Between the movement for marriage equality and the It Gets Better campaign, I’m just about ready to give up my membership in the LGBT community.

But I checked, and it turns out that I don’t have a membership card.

It’s not even about the smiling white faces inundating us with the message that all shall be well one day. That’s certainly annoying but it is the message that is dangerous. It serves to normalize political violence by telling us that it goes away as we get older.

Violence isn’t just a physical act. It is present in our cultures, institutions and meanings. Violence is political and politics is war by other means. Violence constitutes white privilege, unjust and unfair laws that target minorities, an immigration system that rips families apart, an economy where the rich get richer and poor get poorer, and every instance that the state creates and sustains categories of people. These are all acts of violence — violence sanctioned by the state through systemic racism, sexism, heterosexism, classism and colonialism.
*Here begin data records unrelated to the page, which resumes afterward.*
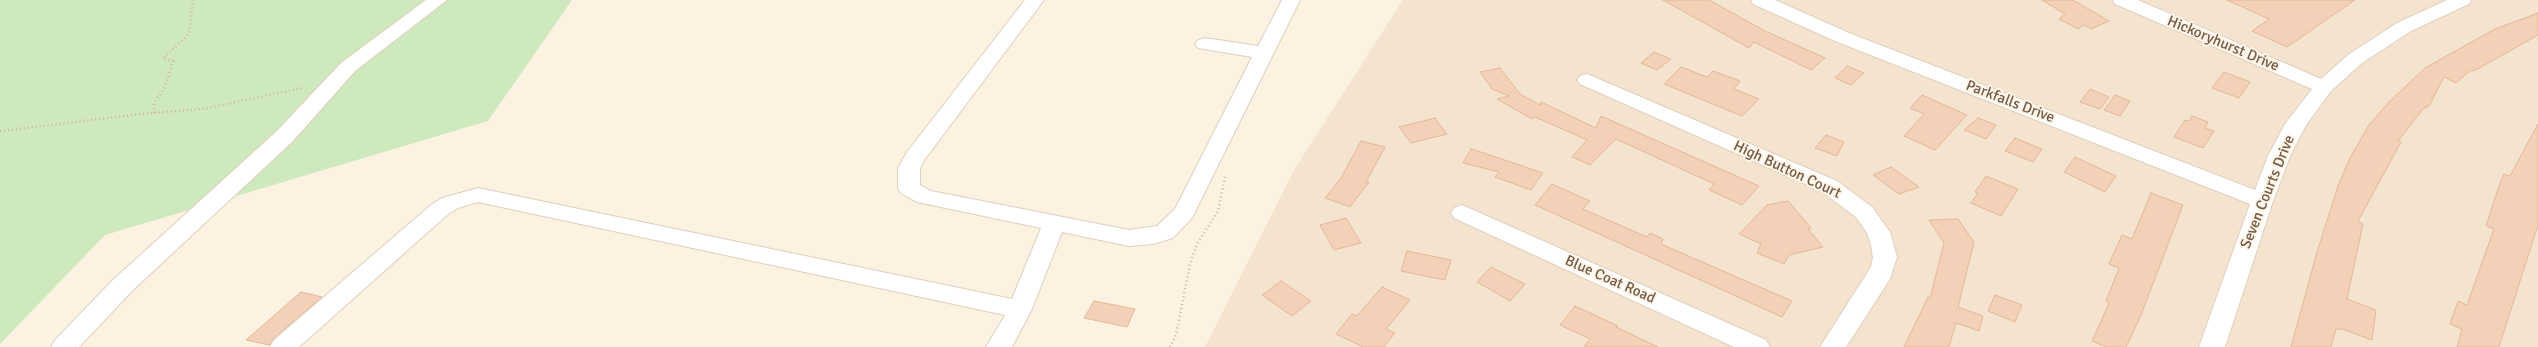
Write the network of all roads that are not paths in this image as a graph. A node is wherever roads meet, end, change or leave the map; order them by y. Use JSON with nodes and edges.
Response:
{"nodes":[{"id":1,"x":438,"y":0,"type":"edge"},
{"id":2,"x":1035,"y":0,"type":"edge"},
{"id":3,"x":1291,"y":0,"type":"edge"},
{"id":4,"x":1760,"y":0,"type":"edge"},
{"id":5,"x":2122,"y":0,"type":"edge"},
{"id":6,"x":2462,"y":0,"type":"edge"},
{"id":7,"x":1205,"y":44,"type":"dead end"},
{"id":8,"x":1264,"y":53,"type":"junction"},
{"id":9,"x":1587,"y":80,"type":"dead end"},
{"id":10,"x":2324,"y":87,"type":"junction"},
{"id":11,"x":2262,"y":201,"type":"junction"},
{"id":12,"x":1462,"y":213,"type":"dead end"},
{"id":13,"x":1054,"y":223,"type":"junction"},
{"id":14,"x":1020,"y":309,"type":"junction"},
{"id":15,"x":64,"y":347,"type":"edge"},
{"id":16,"x":283,"y":347,"type":"edge"},
{"id":17,"x":999,"y":347,"type":"edge"},
{"id":18,"x":1757,"y":347,"type":"edge"},
{"id":19,"x":1833,"y":347,"type":"edge"},
{"id":20,"x":2212,"y":347,"type":"edge"}],
"edges":[{"from":1,"to":15,"type":"street"},
{"from":2,"to":13,"type":"street"},
{"from":3,"to":8,"type":"street"},
{"from":4,"to":11,"type":"street","name":"Parkfalls Drive"},
{"from":5,"to":10,"type":"street","name":"Hickoryhurst Drive"},
{"from":6,"to":10,"type":"street","name":"Seven Courts Drive"},
{"from":7,"to":8,"type":"street"},
{"from":8,"to":13,"type":"street"},
{"from":9,"to":19,"type":"street","name":"High Button Court"},
{"from":10,"to":11,"type":"street","name":"Seven Courts Drive"},
{"from":11,"to":20,"type":"street","name":"Seven Courts Drive"},
{"from":12,"to":18,"type":"street","name":"Blue Coat Road"},
{"from":13,"to":14,"type":"street"},
{"from":14,"to":16,"type":"street"},
{"from":14,"to":17,"type":"street"}]}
Violence is another site where we see the production and reproduction of power. This violence is the power to omit historical narratives of the Other from state archives. It includes the construction of the subject / object, self / other, us / them that creates majorities and minorities, and subsequently omits dissenting voices and counter-narratives from official History. Violence is then, the entire disciplining and normalization of social behavior and existence legitimated by the hegemonic state.

It’s no wonder that the head of the state has his own it gets better video. Big Gay just came out in support of Obama and his re-election campaign, while he smiles and keeps waging war against our families en route his European pub crawl. I’m also sure Big Gay has absolutely no idea what I’m talking about.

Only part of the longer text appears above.